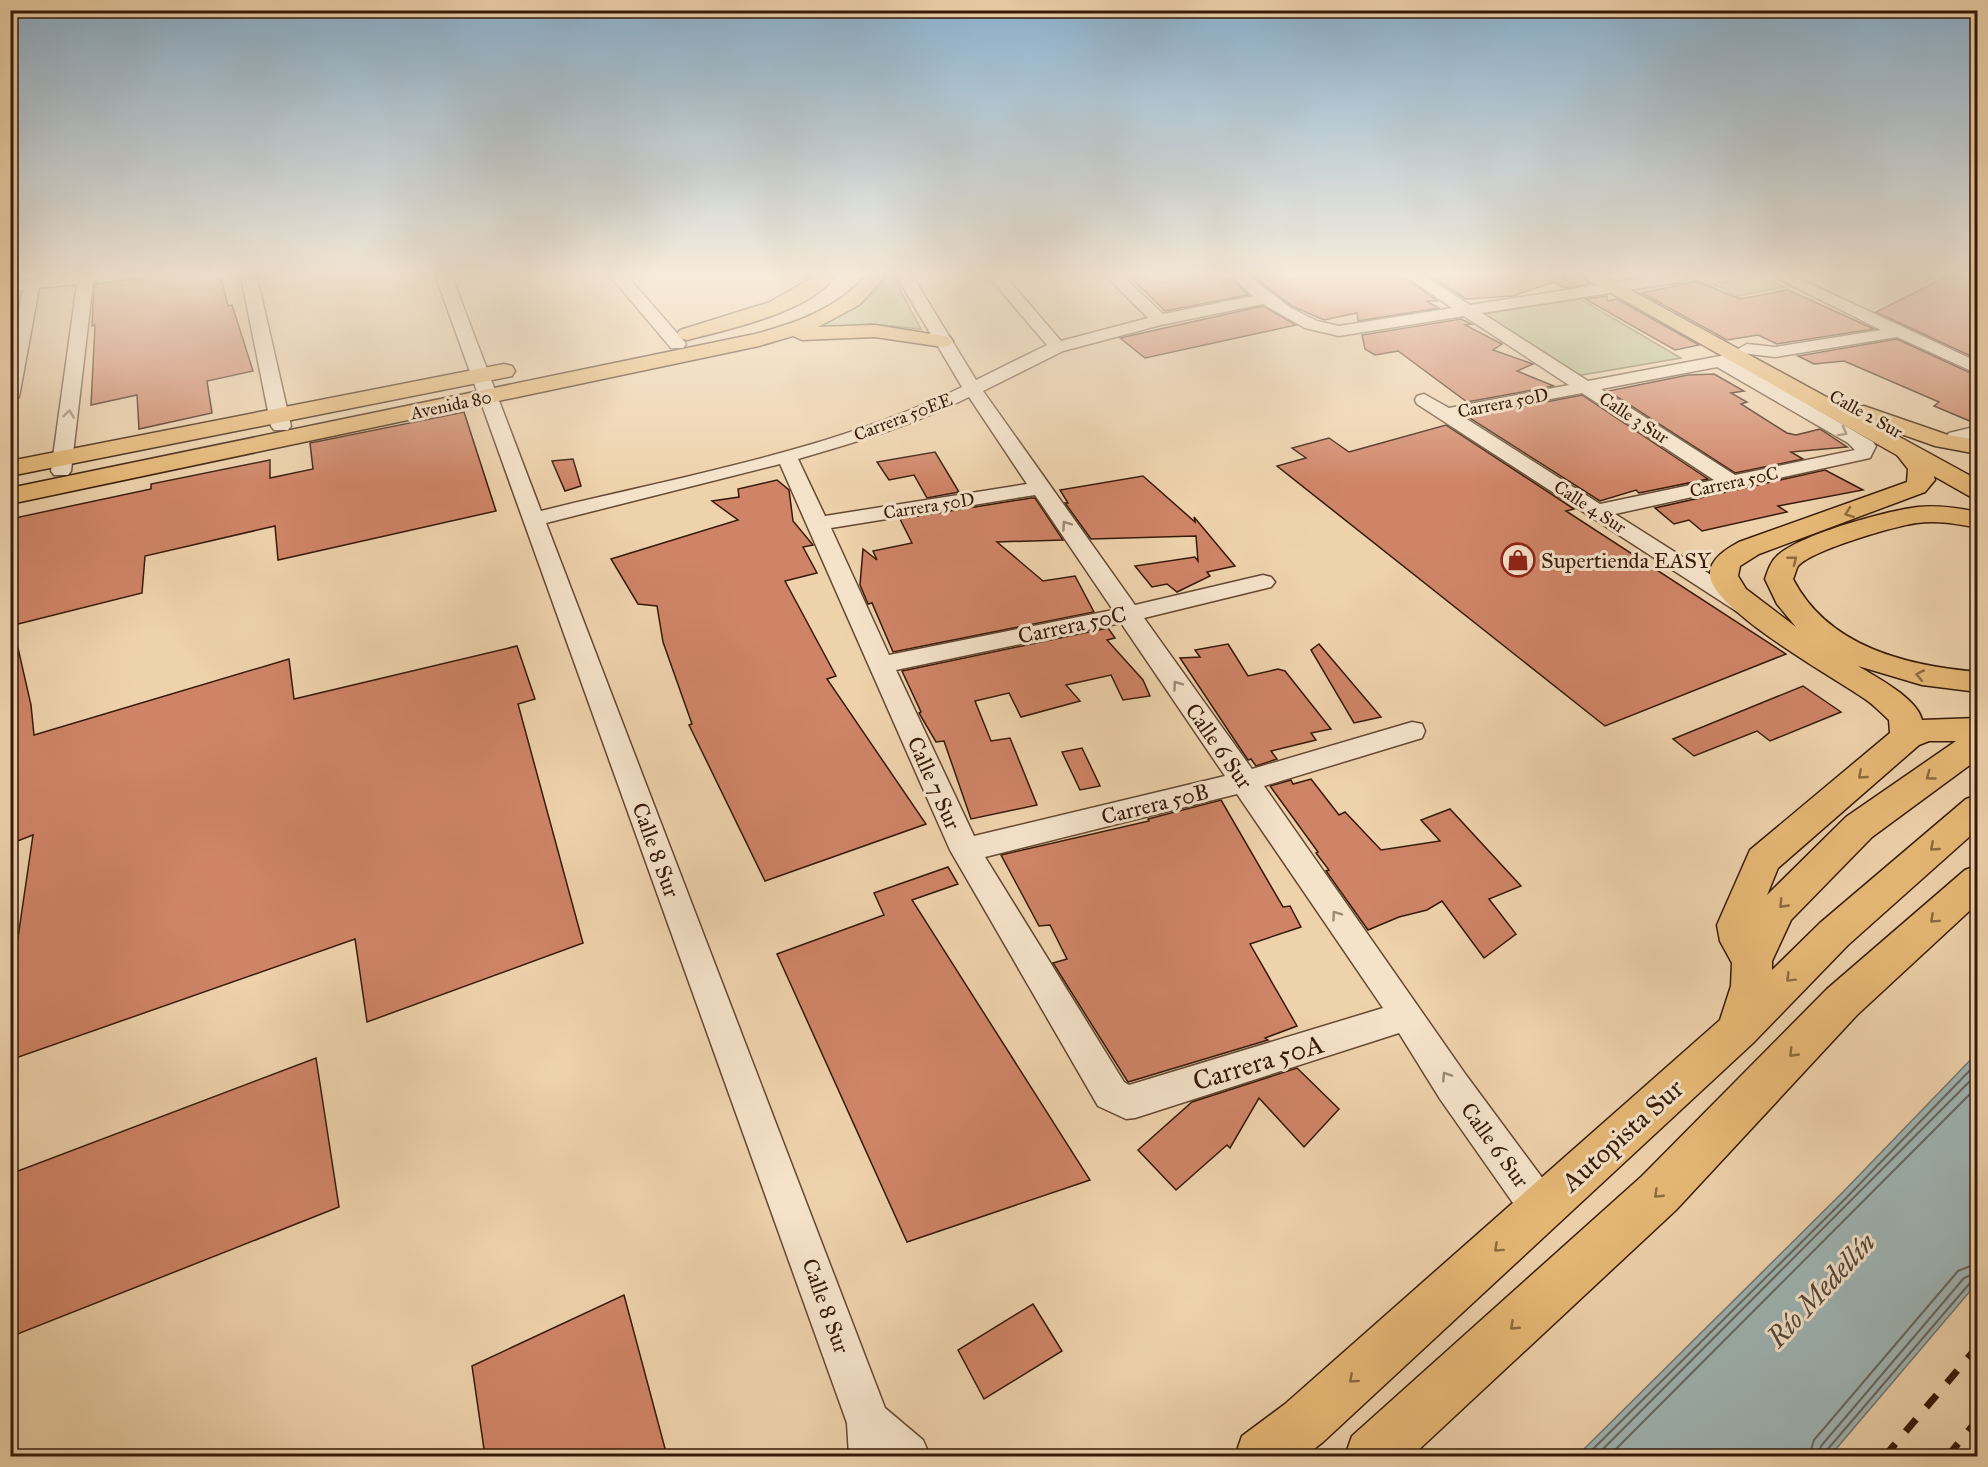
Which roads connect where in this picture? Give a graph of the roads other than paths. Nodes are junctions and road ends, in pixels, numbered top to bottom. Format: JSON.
{"nodes":[{"id":1,"x":20,"y":345,"type":"edge"},
{"id":2,"x":80,"y":345,"type":"edge"},
{"id":3,"x":264,"y":345,"type":"edge"},
{"id":4,"x":470,"y":345,"type":"edge"},
{"id":5,"x":631,"y":345,"type":"edge"},
{"id":6,"x":654,"y":345,"type":"edge"},
{"id":7,"x":726,"y":345,"type":"edge"},
{"id":8,"x":945,"y":345,"type":"edge"},
{"id":9,"x":1063,"y":345,"type":"edge"},
{"id":10,"x":1520,"y":345,"type":"edge"},
{"id":11,"x":1730,"y":345,"type":"edge"},
{"id":12,"x":1815,"y":345,"type":"edge"},
{"id":13,"x":1927,"y":345,"type":"edge"},
{"id":14,"x":626,"y":346,"type":"dead end"},
{"id":15,"x":1057,"y":347,"type":"joint"},
{"id":16,"x":1749,"y":356,"type":"junction"},
{"id":17,"x":527,"y":366,"type":"dead end"},
{"id":18,"x":1977,"y":369,"type":"edge"},
{"id":19,"x":485,"y":386,"type":"junction"},
{"id":20,"x":1586,"y":387,"type":"junction"},
{"id":21,"x":973,"y":390,"type":"junction"},
{"id":22,"x":10,"y":398,"type":"edge"},
{"id":23,"x":1424,"y":400,"type":"dead end"},
{"id":24,"x":1445,"y":414,"type":"junction"},
{"id":25,"x":280,"y":421,"type":"junction"},
{"id":26,"x":1977,"y":432,"type":"edge"},
{"id":27,"x":1866,"y":446,"type":"joint"},
{"id":28,"x":1963,"y":453,"type":"edge"},
{"id":29,"x":1910,"y":455,"type":"junction"},
{"id":30,"x":787,"y":456,"type":"junction"},
{"id":31,"x":62,"y":465,"type":"junction"},
{"id":32,"x":10,"y":469,"type":"edge"},
{"id":33,"x":10,"y":482,"type":"edge"},
{"id":34,"x":1731,"y":482,"type":"junction"},
{"id":35,"x":1041,"y":488,"type":"junction"},
{"id":36,"x":1977,"y":491,"type":"edge"},
{"id":37,"x":10,"y":496,"type":"edge"},
{"id":38,"x":1597,"y":511,"type":"junction"},
{"id":39,"x":535,"y":519,"type":"junction"},
{"id":40,"x":1977,"y":520,"type":"edge"},
{"id":41,"x":818,"y":525,"type":"junction"},
{"id":42,"x":1263,"y":582,"type":"dead end"},
{"id":43,"x":1756,"y":613,"type":"junction"},
{"id":44,"x":1128,"y":614,"type":"junction"},
{"id":45,"x":881,"y":664,"type":"junction"},
{"id":46,"x":1977,"y":682,"type":"edge"},
{"id":47,"x":1879,"y":693,"type":"junction"},
{"id":48,"x":1977,"y":710,"type":"edge"},
{"id":49,"x":1977,"y":729,"type":"edge"},
{"id":50,"x":1412,"y":731,"type":"dead end"},
{"id":51,"x":1907,"y":737,"type":"junction"},
{"id":52,"x":1977,"y":742,"type":"edge"},
{"id":53,"x":1244,"y":782,"type":"junction"},
{"id":54,"x":1977,"y":808,"type":"edge"},
{"id":55,"x":965,"y":850,"type":"junction"},
{"id":56,"x":1977,"y":880,"type":"edge"},
{"id":57,"x":1752,"y":961,"type":"junction"},
{"id":58,"x":1407,"y":1016,"type":"junction"},
{"id":59,"x":1738,"y":1030,"type":"junction"},
{"id":60,"x":1111,"y":1094,"type":"joint"},
{"id":61,"x":1541,"y":1209,"type":"junction"},
{"id":62,"x":870,"y":1440,"type":"edge"},
{"id":63,"x":907,"y":1456,"type":"edge"},
{"id":64,"x":1262,"y":1456,"type":"edge"},
{"id":65,"x":1372,"y":1456,"type":"edge"}],
"edges":[{"from":1,"to":22,"type":"street"},
{"from":31,"to":2,"type":"street","one_way":true},
{"from":3,"to":25,"type":"street"},
{"from":4,"to":19,"type":"street","name":"Calle 8 Sur"},
{"from":5,"to":14,"type":"main road","name":"Avenida 80"},
{"from":6,"to":19,"type":"main road","name":"Avenida 80"},
{"from":7,"to":19,"type":"main road","name":"Avenida 80"},
{"from":8,"to":21,"type":"street","name":"Calle 6 Sur"},
{"from":9,"to":15,"type":"street","name":"Carrera 50EE"},
{"from":10,"to":20,"type":"street","name":"Calle 3 Sur"},
{"from":11,"to":16,"type":"main road","name":"Calle 2 Sur"},
{"from":12,"to":16,"type":"street","name":"Carrera 50D"},
{"from":13,"to":18,"type":"street"},
{"from":15,"to":21,"type":"street","name":"Carrera 50EE"},
{"from":16,"to":20,"type":"street","name":"Carrera 50D"},
{"from":16,"to":27,"type":"street","name":"Calle 2 Sur","one_way":true},
{"from":16,"to":28,"type":"main road","name":"Calle 2 Sur"},
{"from":16,"to":29,"type":"main road","name":"Calle 2 Sur"},
{"from":17,"to":19,"type":"main road","name":"Avenida 80"},
{"from":19,"to":25,"type":"main road","name":"Avenida 80"},
{"from":19,"to":37,"type":"main road","name":"Avenida 80"},
{"from":19,"to":39,"type":"street","name":"Calle 8 Sur"},
{"from":20,"to":24,"type":"street","name":"Carrera 50D"},
{"from":20,"to":34,"type":"street","name":"Calle 3 Sur"},
{"from":21,"to":30,"type":"street","name":"Carrera 50EE"},
{"from":21,"to":35,"type":"street","name":"Calle 6 Sur"},
{"from":23,"to":24,"type":"street","name":"Calle 4 Sur"},
{"from":24,"to":38,"type":"street","name":"Calle 4 Sur"},
{"from":25,"to":31,"type":"main road","name":"Avenida 80"},
{"from":26,"to":28,"type":"street"},
{"from":27,"to":34,"type":"street","name":"Carrera 50C"},
{"from":29,"to":36,"type":"main road"},
{"from":29,"to":43,"type":"main road","one_way":true},
{"from":30,"to":39,"type":"street","name":"Carrera 50EE"},
{"from":30,"to":41,"type":"street","name":"Calle 7 Sur"},
{"from":31,"to":32,"type":"main road","name":"Avenida 80"},
{"from":31,"to":33,"type":"main road","name":"Avenida 80"},
{"from":34,"to":38,"type":"street","name":"Carrera 50C"},
{"from":35,"to":41,"type":"street","name":"Carrera 50D"},
{"from":44,"to":35,"type":"street","name":"Calle 6 Sur","one_way":true},
{"from":38,"to":43,"type":"street","name":"Calle 4 Sur"},
{"from":39,"to":62,"type":"street","name":"Calle 8 Sur"},
{"from":46,"to":40,"type":"main road","one_way":true},
{"from":41,"to":45,"type":"street","name":"Calle 7 Sur"},
{"from":42,"to":44,"type":"street","name":"Carrera 50C"},
{"from":43,"to":47,"type":"main road"},
{"from":44,"to":45,"type":"street","name":"Carrera 50C"},
{"from":53,"to":44,"type":"street","name":"Calle 6 Sur","one_way":true},
{"from":45,"to":55,"type":"street","name":"Calle 7 Sur"},
{"from":47,"to":48,"type":"main road"},
{"from":47,"to":51,"type":"main road"},
{"from":49,"to":51,"type":"main road"},
{"from":50,"to":53,"type":"street","name":"Carrera 50B"},
{"from":51,"to":57,"type":"main road","one_way":true},
{"from":52,"to":57,"type":"main road","one_way":true},
{"from":53,"to":55,"type":"street","name":"Carrera 50B"},
{"from":58,"to":53,"type":"street","name":"Calle 6 Sur","one_way":true},
{"from":54,"to":59,"type":"main road","name":"Autopista Sur","one_way":true},
{"from":55,"to":60,"type":"street","name":"Calle 7 Sur"},
{"from":56,"to":65,"type":"main road","one_way":true},
{"from":57,"to":59,"type":"main road"},
{"from":58,"to":60,"type":"street","name":"Carrera 50A"},
{"from":61,"to":58,"type":"street","name":"Calle 6 Sur","one_way":true},
{"from":59,"to":61,"type":"main road","name":"Autopista Sur"},
{"from":61,"to":64,"type":"main road","name":"Autopista Sur","one_way":true},
{"from":62,"to":63,"type":"street","name":"Calle 8 Sur"}]}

◆ ◆ ◆ ◆

● TRY IT: All lines of the material that contain the string "Autopista" are to be copied.

● COMPLETED EXERCISE:
{"from":54,"to":59,"type":"main road","name":"Autopista Sur","one_way":true},
{"from":59,"to":61,"type":"main road","name":"Autopista Sur"},
{"from":61,"to":64,"type":"main road","name":"Autopista Sur","one_way":true},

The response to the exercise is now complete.